Unexpected "missing-label" error with option `header_case = False`
amelie-rondot opened this issue · 0 comments
amelie-rondot commented
Overview
In the of migration from v4 to v5 of frictionless-py in validata.fr, we experienced an unexpected missing-label
error when validating a tabular data with header_case=False
dialect option and using a column which is lower case instead of upper case as in the schema fields.
For example:
data = [["aa", "BB"], ["a", "b"]]
schema = {
"$schema": "https://frictionlessdata.io/schemas/table-schema.json",
"fields": [
{"name": "AA", "constraints": {"required": True}},
{"name": "bb", "constraints": {"required": True}}
]
}
Using python, the validation report is invalid containting two missing-label
errors:
if __name__ == "__main__":
schema = frictionless.Schema.from_descriptor(schema)
report = frictionless.validate(resources.Resource(
source=source,
schema=frictionless.Schema.from_descriptor(schema),
dialect=frictionless.Dialect(header_case=False),
detector=frictionless.Detector(schema_sync=True)
))
# Expect valid report
print(report)
Output:
{'valid': False,
'stats': {'tasks': 1, 'errors': 2, 'warnings': 0, 'seconds': 0.004},
'warnings': [],
'errors': [],
'tasks': [{'name': 'memory',
'type': 'table',
'valid': False,
'place': '<memory>',
'labels': ['aa', 'BB'],
'stats': {'errors': 2,
'warnings': 0,
'seconds': 0.004,
'fields': 4,
'rows': 1},
'warnings': [],
'errors': [{'type': 'missing-label',
'title': 'Missing Label',
'description': 'Based on the schema there should be a '
"label that is missing in the data's "
'header.',
'message': "There is a missing label in the header's "
'field "AA" at position "3"',
'tags': ['#table', '#header', '#label'],
'note': '',
'labels': ['aa', 'BB'],
'rowNumbers': [1],
'label': '',
'fieldName': 'AA',
'fieldNumber': 3},
{'type': 'missing-label',
'title': 'Missing Label',
'description': 'Based on the schema there should be a '
"label that is missing in the data's "
'header.',
'message': "There is a missing label in the header's "

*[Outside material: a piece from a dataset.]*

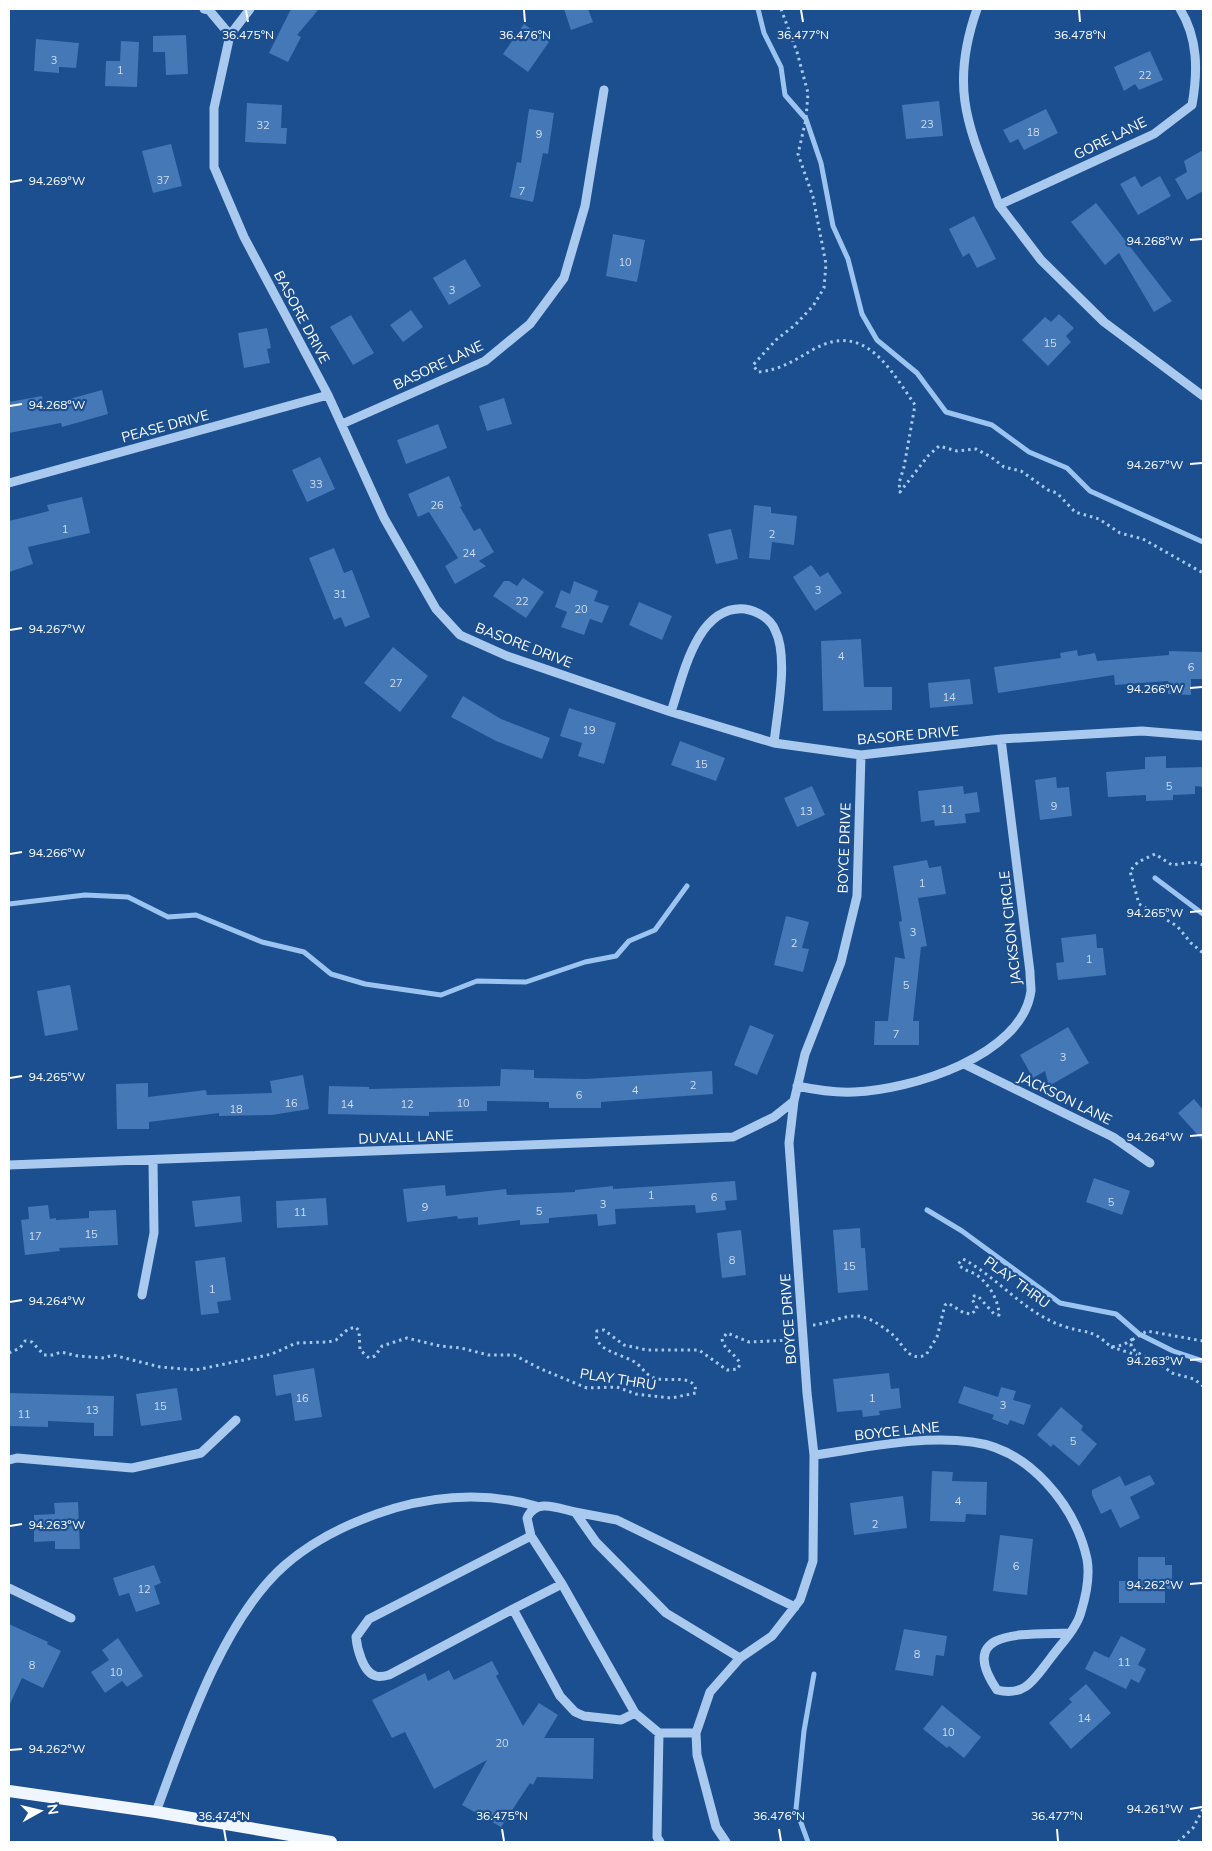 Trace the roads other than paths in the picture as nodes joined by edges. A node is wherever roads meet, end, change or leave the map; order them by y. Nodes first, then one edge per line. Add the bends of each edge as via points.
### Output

'field "bb" at position "4"',
'tags': ['#table', '#header', '#label'],
'note': '',
'labels': ['aa', 'BB'],
'rowNumbers': [1],
'label': '',
'fieldName': 'bb',
'fieldNumber': 4}]}]}
Expected behaviour
According to the documentation of HeaderCase
Dialect
parameter, I was expected a valid report.
Other details and experimentations
Used Frictionless version 5.16.1, last commit on main branch
Same result with command line validation.
I have put "schema-sync" to reproduce more closely our use case, but it does not seem to be related with the actual issue.